O rompimento com o PCB, onde militava desde os anos 30, na Bahia, aconteceu após conferência de líderes de esquerda latino-americanos, em Cuba, para organizar a luta contra governos militares. Um telegrama do PCB desautorizou sua participação. Na volta ao Brasil, ele fundou a ALN e iniciou a luta armada.

Assalto ao trem pagador e manifesto na Rádio Nacional

Para Carlos Eugênio Paz, membro da ALN, as principais ações do grupo foram o assalto ao trem pagador, em São Paulo, e a tomada da antena da Rádio Nacional, em Diadema, para transmitir um manifesto. Marighella lançou, na época, o "Manual do guerrilheiro urbano". Em 1969, a ALN foi convidada pela Dissidência Comunista da Guanabara a sequestrar o embaixador americano Charles Burke Elbrick.

-- O Marighella era contra realizar o sequestro naquele momento. Considerava arriscado. Depois que houve o sequestro, divulgou apoio - lembra.

Os militares aceitaram a exigência de libertação de 15 presos políticos. Mas, após o fim do sequestro, em 6 de setembro, o cerco aos grupos guerrilheiros se intensificou.

Às 20h de 4 de novembro de 1969, Marighella foi à Alameda Casa Branca, nos Jardins, em São Paulo, se encontrar com dois frades dominicanos. A ordem apoiava a ALN. Mas os frades tinham sido presos três dias antes. No local do encontro, Marighella foi surpreendido pelo delegado Sergio Paranhos Fleury e morto com cinco tiros. O guerrilheiro e a mulher viviam no apartamento de um companheiro em São Paulo.

- O dono da casa tinha ficado de ir buscar Marighella. Mais ou menos 9h da noite, o companheiro entrou e eu disse: Cadê o Marighella? Aí, ele falou... - lembra a viúva Clara Charf, de 86 anos, bastante emocionada.

Clara conta que o marido manifestava a intenção de jamais se entregar caso apanhado e andava com duas cápsulas venenosas de cianureto.

- Ele não se entregaria nunca. Foi torturado várias vezes, achava que era impossível se deixar prender. Ele quase morreu em outras vezes.

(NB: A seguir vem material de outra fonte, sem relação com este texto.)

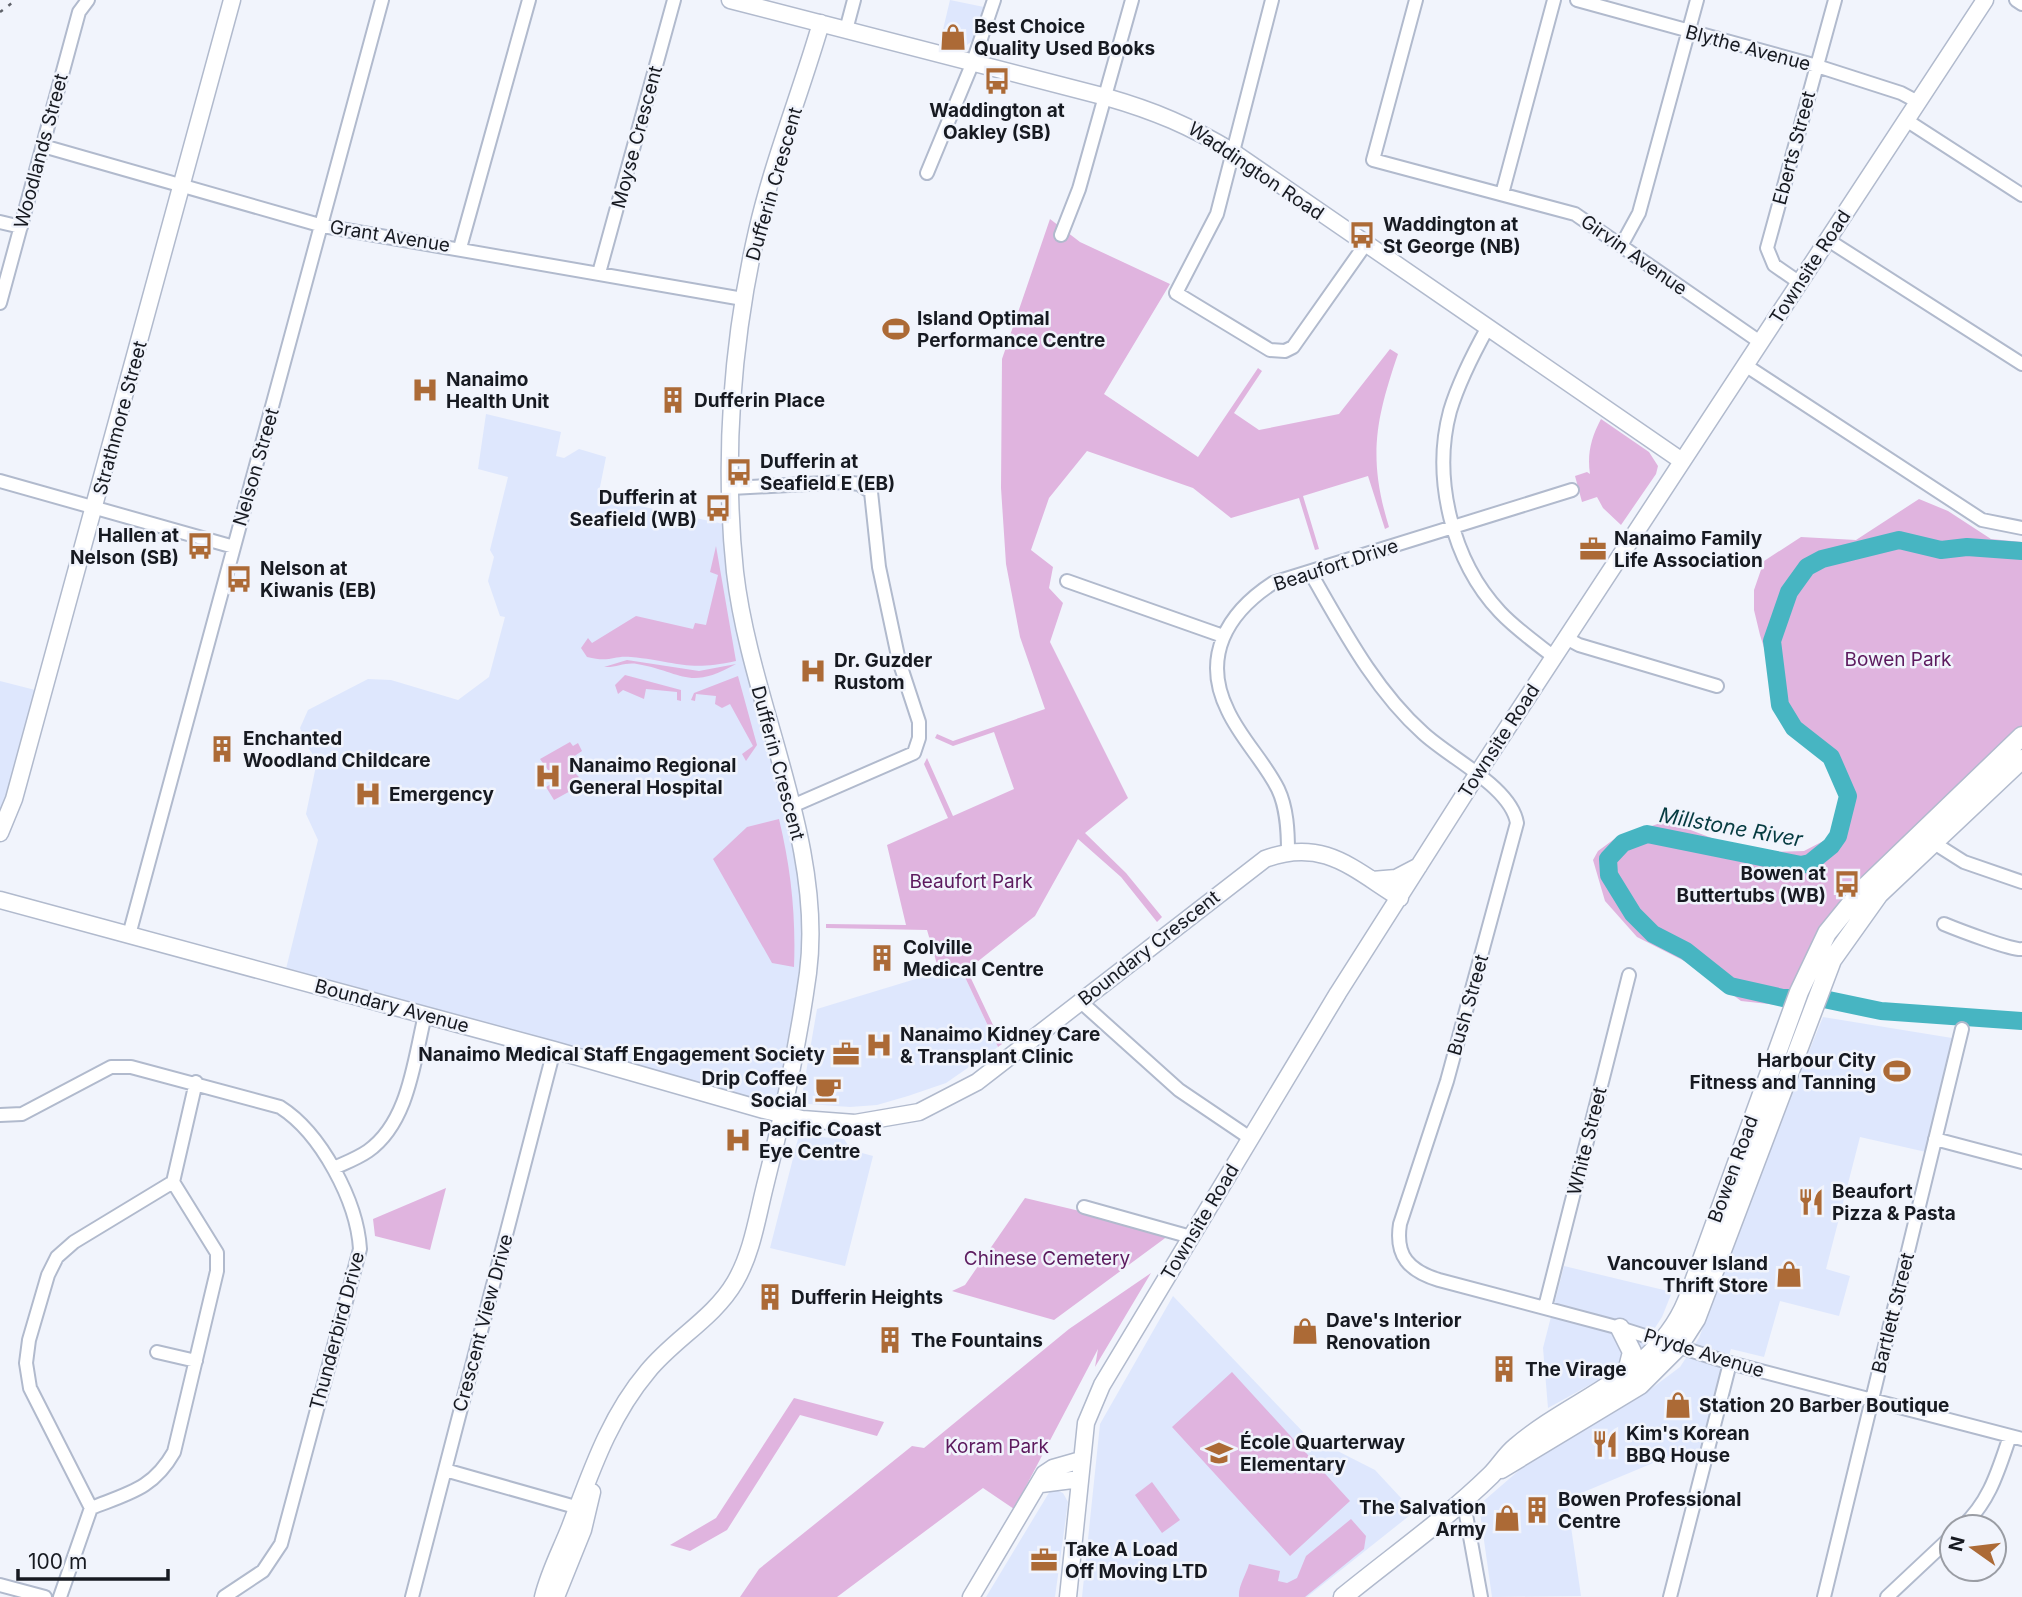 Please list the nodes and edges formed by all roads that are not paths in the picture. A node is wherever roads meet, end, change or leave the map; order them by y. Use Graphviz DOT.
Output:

"A democracia no Brasil é robusta"

Ex-ministro de FH, José Gregori é cotado para integrar a Comissão da Verdade

Ministro da Justiça e dos Direitos Humanos no governo FH, o jurista José Gregori, de 81 anos, é um dos cotados para compor a Comissão da Verdade. Hoje secretário de Direitos Humanos de São Paulo, ele defende a Comissão, mas lembra que a Lei da Anistia não prevê punições e que a situação aqui é diferente da de outros países.

Tatiana Farah tatiana.farah@sp.oglobo.com.br

Quando estava em tramitação, o senhor chegou a chamar o projeto da Comissão da Verdade de uma "peça de ourivesaria". Ainda acredita nisso ou começa a ver o tema com alguma desconfiança?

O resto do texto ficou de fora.